McAfee strikes with heuristics

http://img169.echo.cx/img169/8483/mcafeeheur8fq.png
Screen taken from VirusTotal...

Looks like McAfee heuristics aren't that bad after all. I was also surprised when VSE8.0i picked New malware.h on one sample collected from friends MSN.
The 4400 engine that is...

I wonder whats with 5000 engine. I subscribed for beta,but nothing since then and it should be in beta1 phase by now. Hope they'll improve generic and heuristic part even further with this new engine.

 

Been waiting for the 5000 beta engine myself. Can't wait to try it out.

 

I checked out a few files that were detected als Malware.h - seems McAfee simply reports every file encrypted with Morphine. Nothing bad about that, Norman does it too (W32/Morphine.Gen or so).

 

Looks like they never found any legitim file encrypted with Morphine or a minimal number,so they just exclude them by signatures or something.

 

Hm,i finally managed to login as beta tester,but 5000 engine is still not available. Status is Upcomin in May...
I just wonder which day in May...

 

There are legit files encrypted with Morphine? I don't think so. Why would any programmer encrypt his legal software with a VX tool?

 

Who knows Then whats so strange if they pick all files packed with morphine?

 

@Skeeve

"There are legit files encrypted with Morphine? I don't think so. Why would any programmer encrypt his legal software with a VX tool?"

Although I am not aware of any legit files encrypted with Morphine I know several legit applications (including security programs) which are protected and/or compressed with the help of a FREEWARE packer/crypter like UPX or TeLock. So why shouldn't a coder use open-source Morphine?

Moreover, I believe that it is generally a bad idea to rely on McAfee's !guru parameter. Does the new heuristic offer any advantage over the guru parameter?

If not: a heuristic which is solely based on the detection of an unpacking stub is clearly inferior to Kaspersky's static unpacking engine. Do you agree?

 

!guru parameter? What should this parameter do anyway?

 

!guru enables extended detection for the McAfee command line scanner. What I find strange is that McAfee resorts to such kind of "tricks" - don't they have propper unpacking to handle Morphine?

Of course, real unpacking is better. Though it really slows down the virus scanners lately with all those multi-packed malware around.

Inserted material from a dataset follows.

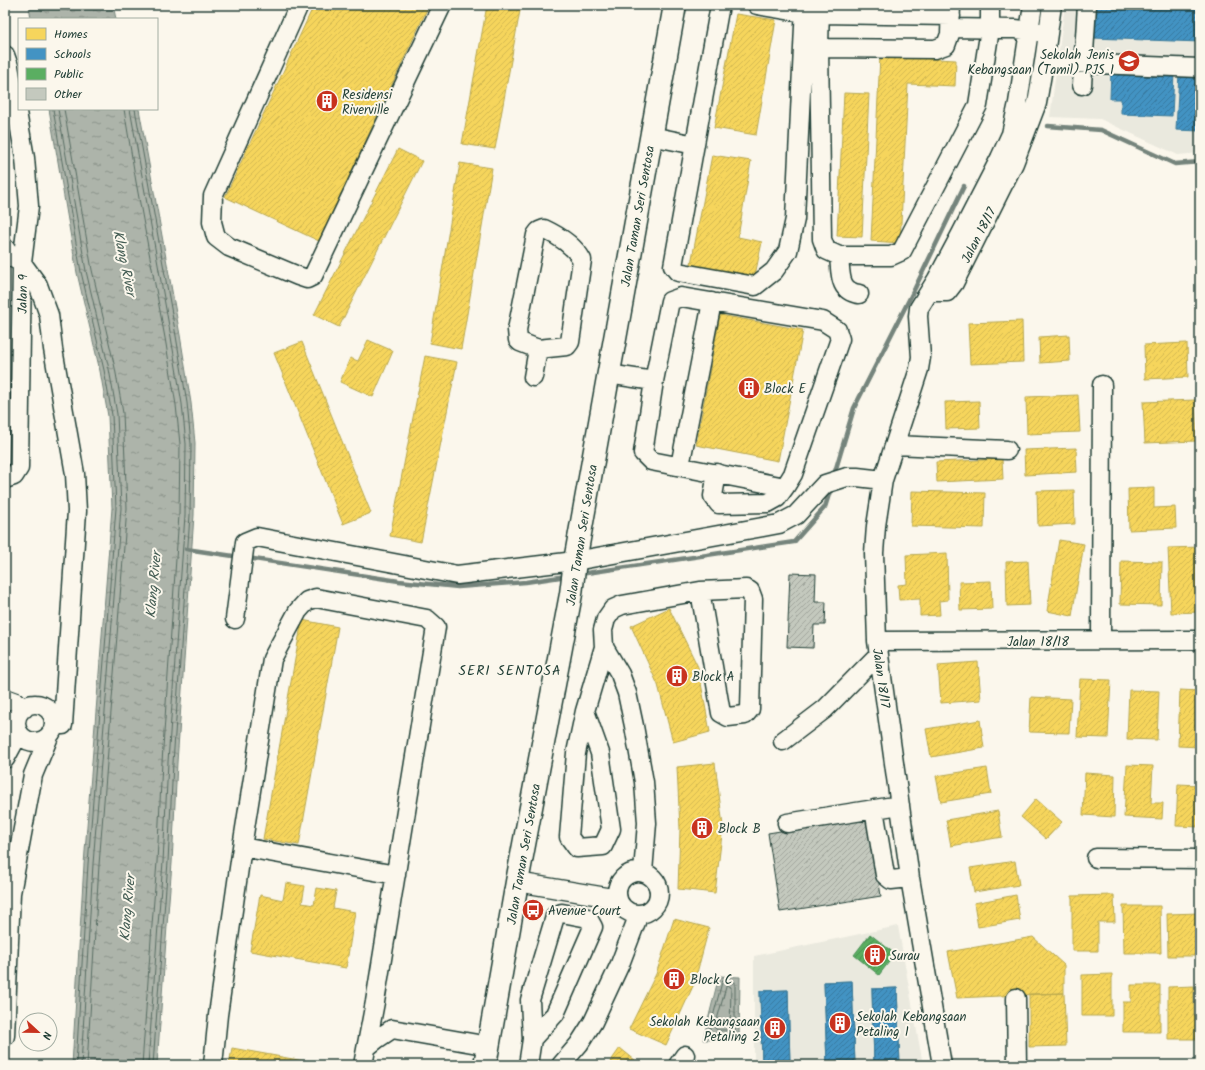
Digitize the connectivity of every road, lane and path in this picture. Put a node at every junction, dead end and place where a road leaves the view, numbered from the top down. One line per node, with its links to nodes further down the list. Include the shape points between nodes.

Morphine might be open source, but it still from a person who sells Rootkits, undetectable service etc. - I don't think that any legal programmer wants to be associated with that.

 

My McAfee VSE 8.0i detected file as New Malware.h On-Access,so it has nothing to do with !guru for cmd.

 

" but it still from a person who sells Rootkits, undetectable service etc. - I don't think that any legal programmer wants to be associated with that."

Personally, I don't care. I also use certain AV/AT software although I know that, for example, the lead coder has virus writing experience and/or the respective developer has employed well-known malware coders etc. I also do not shy away from using AV/AT software developed by persons who I personally dislike.

Such personal stuff does not matter to me.

As regards Morphine: maybe hf is a criminal. But this has nothing to do with the quality of the source code.

 

"so it has nothing to do with !guru for cmd."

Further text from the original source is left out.